• **Goal of the exercise**
Each record below is to be copied word for word, with pictures removed.

Saved data entries:
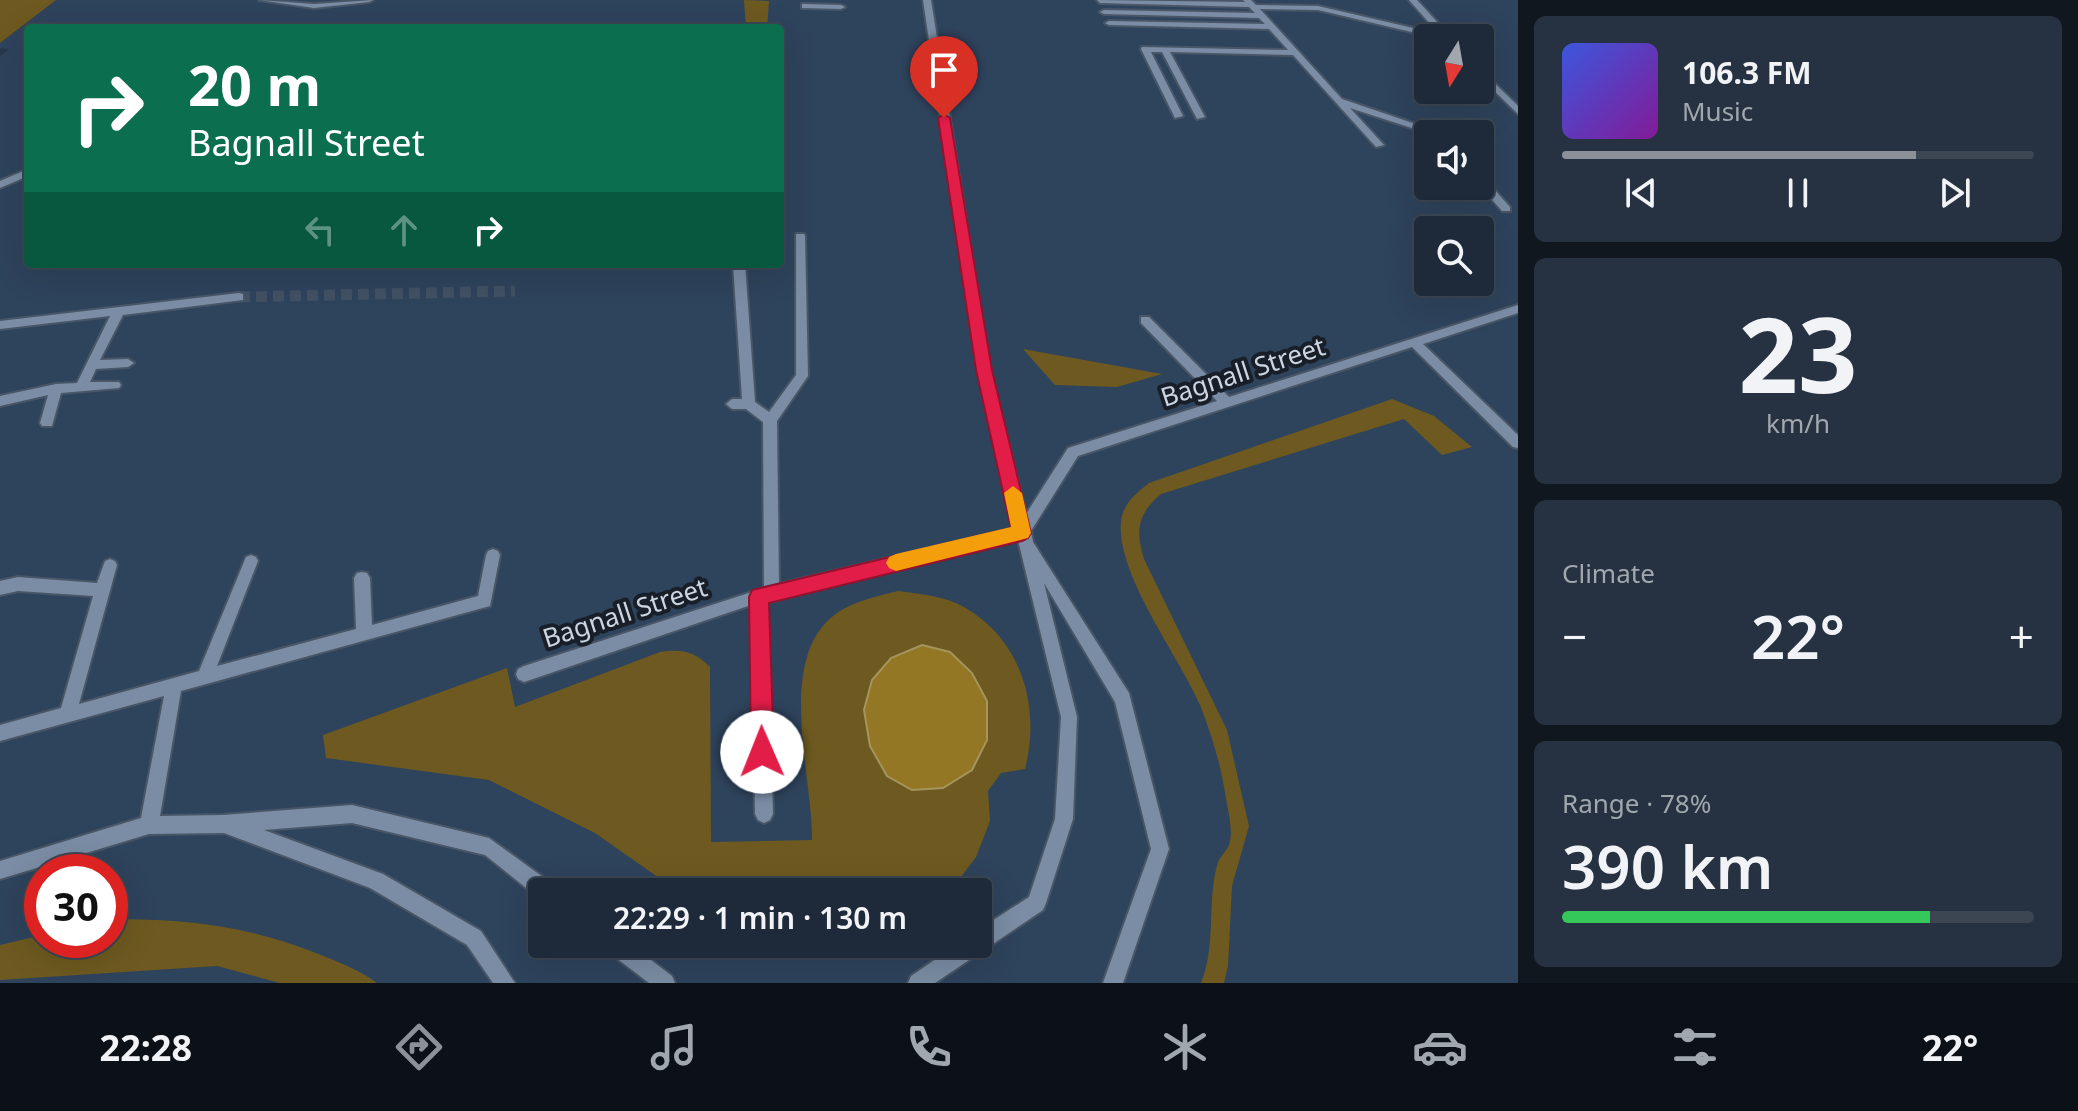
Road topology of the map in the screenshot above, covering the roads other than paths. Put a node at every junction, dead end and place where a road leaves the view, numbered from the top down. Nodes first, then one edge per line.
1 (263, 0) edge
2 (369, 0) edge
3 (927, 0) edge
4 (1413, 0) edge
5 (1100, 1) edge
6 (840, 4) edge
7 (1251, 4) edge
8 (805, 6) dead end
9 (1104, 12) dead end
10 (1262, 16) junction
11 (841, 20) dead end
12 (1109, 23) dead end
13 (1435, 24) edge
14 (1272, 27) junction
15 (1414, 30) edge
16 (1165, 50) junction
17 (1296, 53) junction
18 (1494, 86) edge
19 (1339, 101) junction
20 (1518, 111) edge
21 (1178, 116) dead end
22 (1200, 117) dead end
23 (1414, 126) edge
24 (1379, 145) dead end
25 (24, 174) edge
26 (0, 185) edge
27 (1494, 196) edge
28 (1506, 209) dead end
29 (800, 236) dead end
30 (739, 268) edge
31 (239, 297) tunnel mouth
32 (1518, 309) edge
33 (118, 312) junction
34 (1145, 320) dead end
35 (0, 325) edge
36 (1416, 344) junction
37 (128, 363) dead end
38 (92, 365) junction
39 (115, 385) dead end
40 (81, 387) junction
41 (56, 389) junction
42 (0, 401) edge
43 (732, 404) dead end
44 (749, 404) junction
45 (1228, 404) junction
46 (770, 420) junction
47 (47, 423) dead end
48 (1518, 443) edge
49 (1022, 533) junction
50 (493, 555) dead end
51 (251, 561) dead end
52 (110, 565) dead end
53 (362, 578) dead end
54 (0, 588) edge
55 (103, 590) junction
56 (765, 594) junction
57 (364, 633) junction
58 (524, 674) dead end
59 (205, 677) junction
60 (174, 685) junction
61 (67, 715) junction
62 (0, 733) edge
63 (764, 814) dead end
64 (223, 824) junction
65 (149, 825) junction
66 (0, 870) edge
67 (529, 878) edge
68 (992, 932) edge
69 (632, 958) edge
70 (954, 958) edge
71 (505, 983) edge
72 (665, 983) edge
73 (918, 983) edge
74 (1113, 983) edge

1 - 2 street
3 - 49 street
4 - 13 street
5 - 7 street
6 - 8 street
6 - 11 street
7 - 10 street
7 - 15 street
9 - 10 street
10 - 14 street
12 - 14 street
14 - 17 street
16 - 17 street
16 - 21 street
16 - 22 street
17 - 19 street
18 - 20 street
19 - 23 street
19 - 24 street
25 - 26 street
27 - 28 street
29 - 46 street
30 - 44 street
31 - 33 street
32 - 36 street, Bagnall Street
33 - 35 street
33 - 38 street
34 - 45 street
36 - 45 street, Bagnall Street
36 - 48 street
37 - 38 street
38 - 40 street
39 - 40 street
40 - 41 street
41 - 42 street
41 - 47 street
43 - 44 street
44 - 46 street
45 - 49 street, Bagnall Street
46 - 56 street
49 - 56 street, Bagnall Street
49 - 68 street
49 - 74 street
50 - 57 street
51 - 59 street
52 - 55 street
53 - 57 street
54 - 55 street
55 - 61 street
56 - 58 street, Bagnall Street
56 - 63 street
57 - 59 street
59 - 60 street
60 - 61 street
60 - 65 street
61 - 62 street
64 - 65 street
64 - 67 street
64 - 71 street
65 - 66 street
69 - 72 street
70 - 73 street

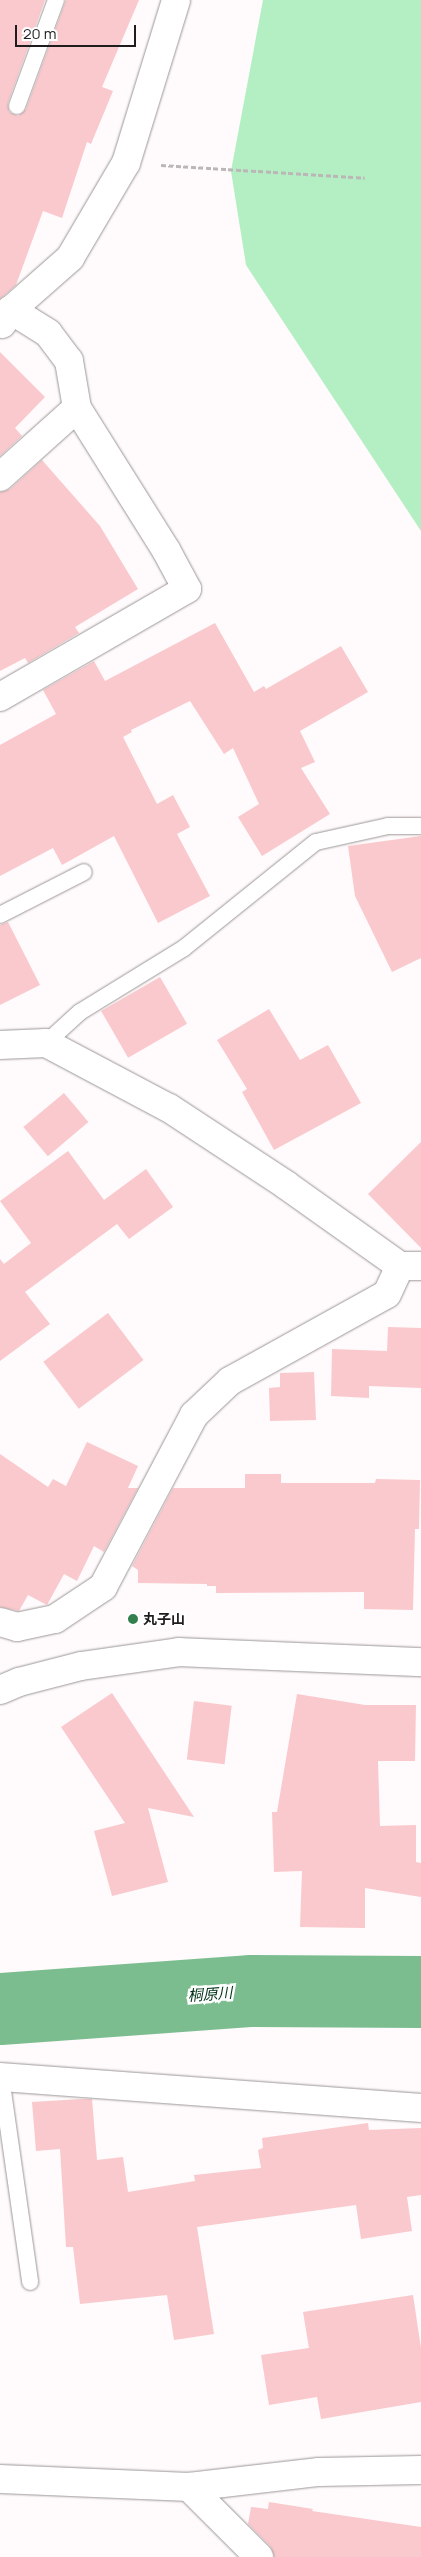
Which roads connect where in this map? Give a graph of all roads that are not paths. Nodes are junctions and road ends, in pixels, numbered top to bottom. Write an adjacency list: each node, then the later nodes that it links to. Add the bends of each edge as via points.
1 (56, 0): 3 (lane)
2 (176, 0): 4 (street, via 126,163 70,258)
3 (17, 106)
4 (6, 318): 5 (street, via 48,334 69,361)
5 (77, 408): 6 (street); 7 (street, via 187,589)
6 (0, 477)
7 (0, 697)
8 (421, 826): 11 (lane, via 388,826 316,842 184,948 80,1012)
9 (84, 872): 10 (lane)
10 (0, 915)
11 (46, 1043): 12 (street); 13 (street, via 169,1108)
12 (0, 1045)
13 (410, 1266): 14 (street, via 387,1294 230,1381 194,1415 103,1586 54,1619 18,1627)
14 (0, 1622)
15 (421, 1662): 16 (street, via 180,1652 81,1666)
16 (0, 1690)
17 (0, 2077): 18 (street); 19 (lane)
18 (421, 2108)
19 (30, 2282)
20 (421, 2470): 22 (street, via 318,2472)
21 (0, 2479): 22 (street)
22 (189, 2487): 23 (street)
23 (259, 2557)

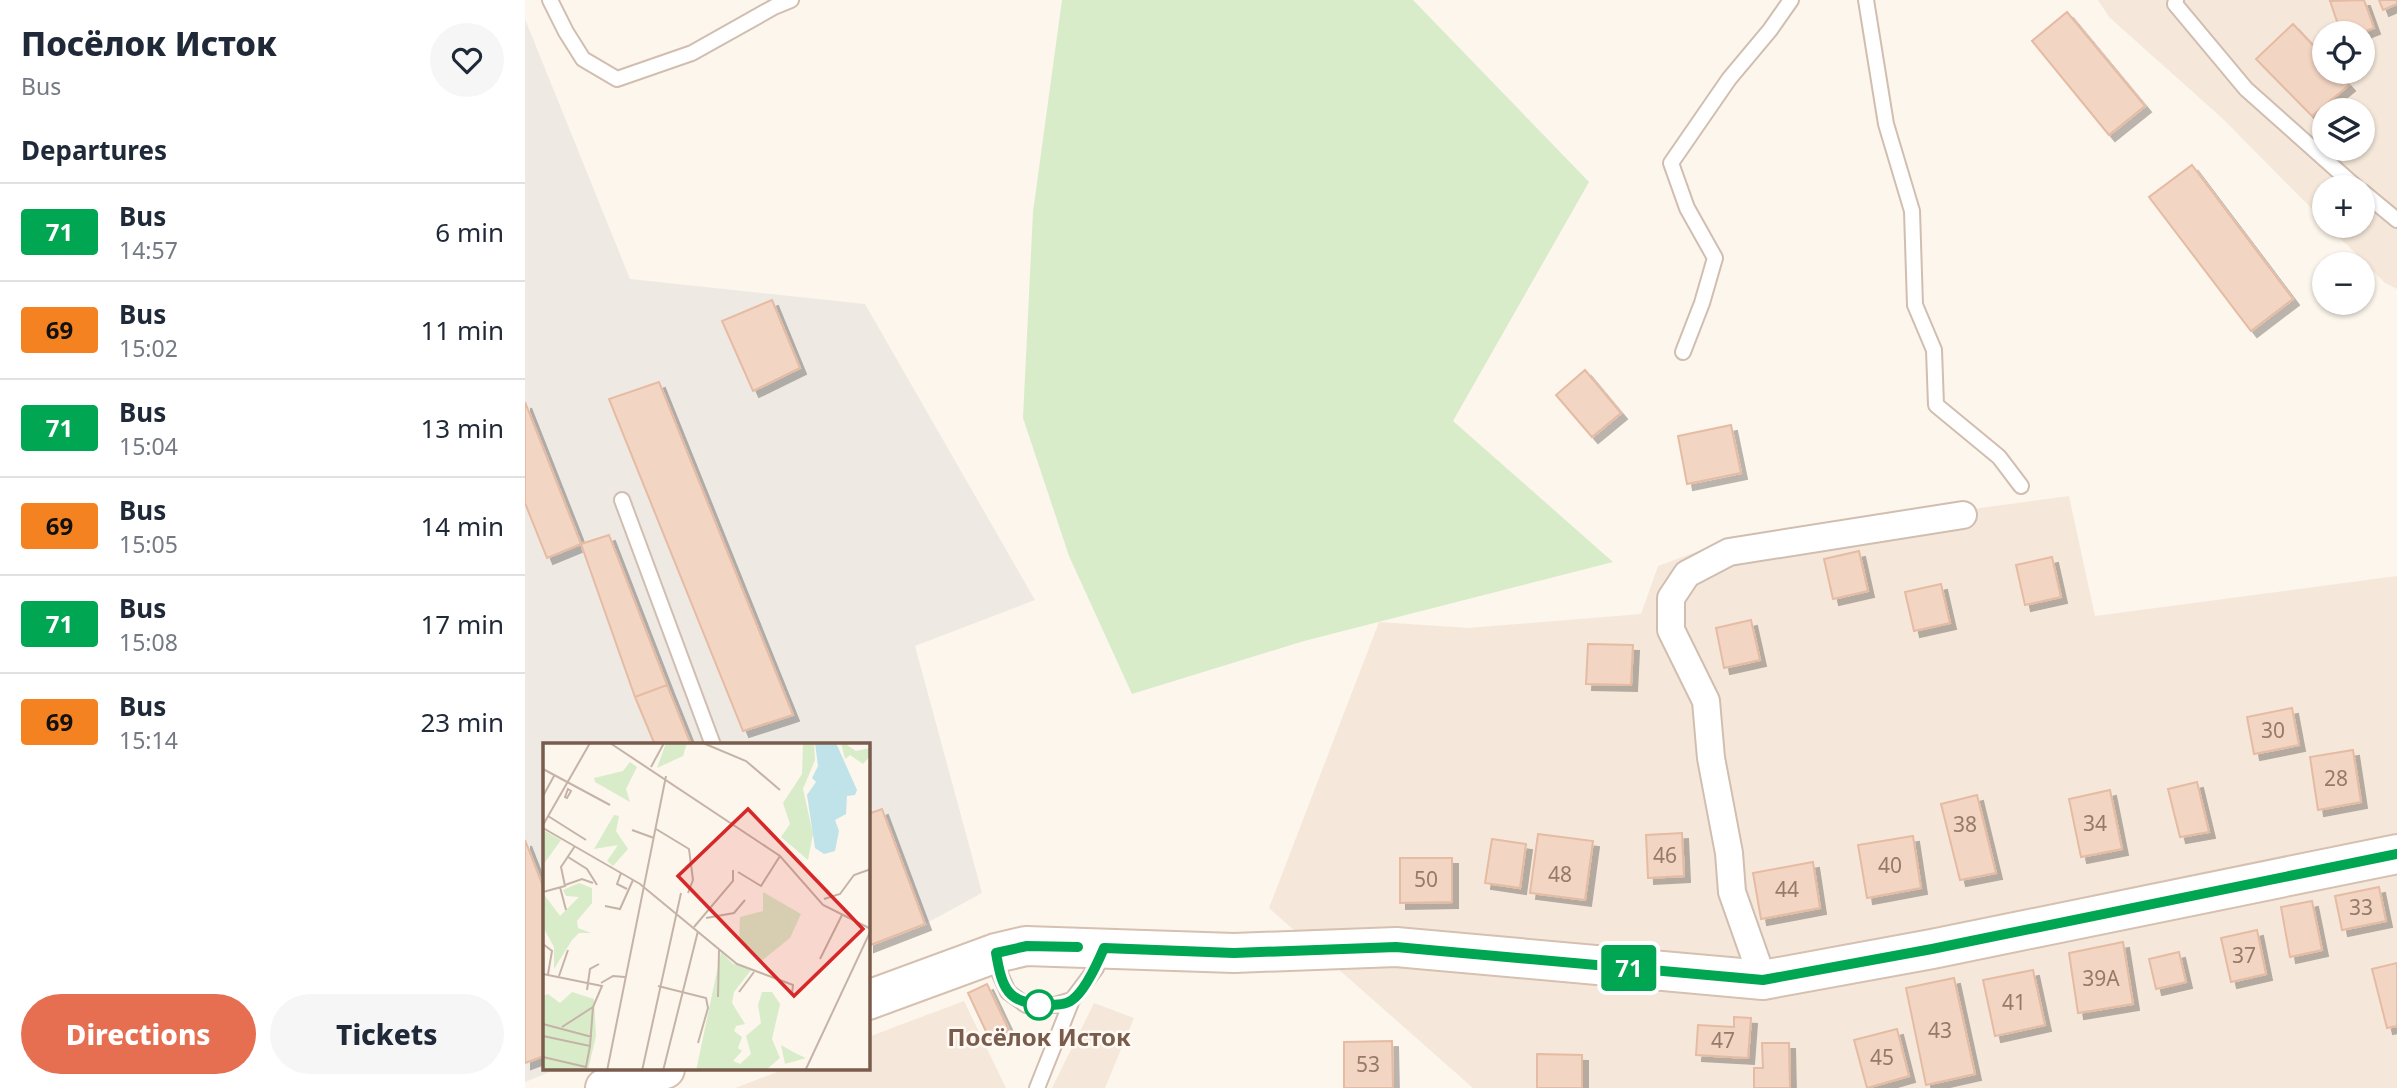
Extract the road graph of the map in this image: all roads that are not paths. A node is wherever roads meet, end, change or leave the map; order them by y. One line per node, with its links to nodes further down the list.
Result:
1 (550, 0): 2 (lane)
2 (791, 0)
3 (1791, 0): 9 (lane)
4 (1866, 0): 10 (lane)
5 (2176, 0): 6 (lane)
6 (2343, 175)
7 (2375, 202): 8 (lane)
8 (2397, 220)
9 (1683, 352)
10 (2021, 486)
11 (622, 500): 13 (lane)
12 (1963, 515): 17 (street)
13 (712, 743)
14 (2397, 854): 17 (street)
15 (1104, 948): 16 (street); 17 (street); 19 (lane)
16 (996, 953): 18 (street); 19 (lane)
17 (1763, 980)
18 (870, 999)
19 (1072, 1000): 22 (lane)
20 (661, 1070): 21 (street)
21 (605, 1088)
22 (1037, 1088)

• **Response**
Road topology of the map in the screenshot above, covering the roads other than paths. Put a node at every junction, dead end and place where a road leaves the view, numbered from the top down. Nodes first, then one edge per line.
1 (263, 0) edge
2 (369, 0) edge
3 (927, 0) edge
4 (1413, 0) edge
5 (1100, 1) edge
6 (840, 4) edge
7 (1251, 4) edge
8 (805, 6) dead end
9 (1104, 12) dead end
10 (1262, 16) junction
11 (841, 20) dead end
12 (1109, 23) dead end
13 (1435, 24) edge
14 (1272, 27) junction
15 (1414, 30) edge
16 (1165, 50) junction
17 (1296, 53) junction
18 (1494, 86) edge
19 (1339, 101) junction
20 (1518, 111) edge
21 (1178, 116) dead end
22 (1200, 117) dead end
23 (1414, 126) edge
24 (1379, 145) dead end
25 (24, 174) edge
26 (0, 185) edge
27 (1494, 196) edge
28 (1506, 209) dead end
29 (800, 236) dead end
30 (739, 268) edge
31 (239, 297) tunnel mouth
32 (1518, 309) edge
33 (118, 312) junction
34 (1145, 320) dead end
35 (0, 325) edge
36 (1416, 344) junction
37 (128, 363) dead end
38 (92, 365) junction
39 (115, 385) dead end
40 (81, 387) junction
41 (56, 389) junction
42 (0, 401) edge
43 (732, 404) dead end
44 (749, 404) junction
45 (1228, 404) junction
46 (770, 420) junction
47 (47, 423) dead end
48 (1518, 443) edge
49 (1022, 533) junction
50 (493, 555) dead end
51 (251, 561) dead end
52 (110, 565) dead end
53 (362, 578) dead end
54 (0, 588) edge
55 (103, 590) junction
56 (765, 594) junction
57 (364, 633) junction
58 (524, 674) dead end
59 (205, 677) junction
60 (174, 685) junction
61 (67, 715) junction
62 (0, 733) edge
63 (764, 814) dead end
64 (223, 824) junction
65 (149, 825) junction
66 (0, 870) edge
67 (529, 878) edge
68 (992, 932) edge
69 (632, 958) edge
70 (954, 958) edge
71 (505, 983) edge
72 (665, 983) edge
73 (918, 983) edge
74 (1113, 983) edge

1 - 2 street
3 - 49 street
4 - 13 street
5 - 7 street
6 - 8 street
6 - 11 street
7 - 10 street
7 - 15 street
9 - 10 street
10 - 14 street
12 - 14 street
14 - 17 street
16 - 17 street
16 - 21 street
16 - 22 street
17 - 19 street
18 - 20 street
19 - 23 street
19 - 24 street
25 - 26 street
27 - 28 street
29 - 46 street
30 - 44 street
31 - 33 street
32 - 36 street, Bagnall Street
33 - 35 street
33 - 38 street
34 - 45 street
36 - 45 street, Bagnall Street
36 - 48 street
37 - 38 street
38 - 40 street
39 - 40 street
40 - 41 street
41 - 42 street
41 - 47 street
43 - 44 street
44 - 46 street
45 - 49 street, Bagnall Street
46 - 56 street
49 - 56 street, Bagnall Street
49 - 68 street
49 - 74 street
50 - 57 street
51 - 59 street
52 - 55 street
53 - 57 street
54 - 55 street
55 - 61 street
56 - 58 street, Bagnall Street
56 - 63 street
57 - 59 street
59 - 60 street
60 - 61 street
60 - 65 street
61 - 62 street
64 - 65 street
64 - 67 street
64 - 71 street
65 - 66 street
69 - 72 street
70 - 73 street

Which roads connect where in this map? Give a graph of all roads that are not paths. Nodes are junctions and road ends, in pixels, numbered top to bottom. Write an adjacency list: each node, then the later nodes that it links to. Add the bends of each edge as via points.
1 (56, 0): 3 (lane)
2 (176, 0): 4 (street, via 126,163 70,258)
3 (17, 106)
4 (6, 318): 5 (street, via 48,334 69,361)
5 (77, 408): 6 (street); 7 (street, via 187,589)
6 (0, 477)
7 (0, 697)
8 (421, 826): 11 (lane, via 388,826 316,842 184,948 80,1012)
9 (84, 872): 10 (lane)
10 (0, 915)
11 (46, 1043): 12 (street); 13 (street, via 169,1108)
12 (0, 1045)
13 (410, 1266): 14 (street, via 387,1294 230,1381 194,1415 103,1586 54,1619 18,1627)
14 (0, 1622)
15 (421, 1662): 16 (street, via 180,1652 81,1666)
16 (0, 1690)
17 (0, 2077): 18 (street); 19 (lane)
18 (421, 2108)
19 (30, 2282)
20 (421, 2470): 22 (street, via 318,2472)
21 (0, 2479): 22 (street)
22 (189, 2487): 23 (street)
23 (259, 2557)

Extract the road graph of the map in this image: all roads that are not paths. A node is wherever roads meet, end, change or leave the map; order them by y. One line per node, with its links to nodes further down the list.
Result:
1 (550, 0): 2 (lane)
2 (791, 0)
3 (1791, 0): 9 (lane)
4 (1866, 0): 10 (lane)
5 (2176, 0): 6 (lane)
6 (2343, 175)
7 (2375, 202): 8 (lane)
8 (2397, 220)
9 (1683, 352)
10 (2021, 486)
11 (622, 500): 13 (lane)
12 (1963, 515): 17 (street)
13 (712, 743)
14 (2397, 854): 17 (street)
15 (1104, 948): 16 (street); 17 (street); 19 (lane)
16 (996, 953): 18 (street); 19 (lane)
17 (1763, 980)
18 (870, 999)
19 (1072, 1000): 22 (lane)
20 (661, 1070): 21 (street)
21 (605, 1088)
22 (1037, 1088)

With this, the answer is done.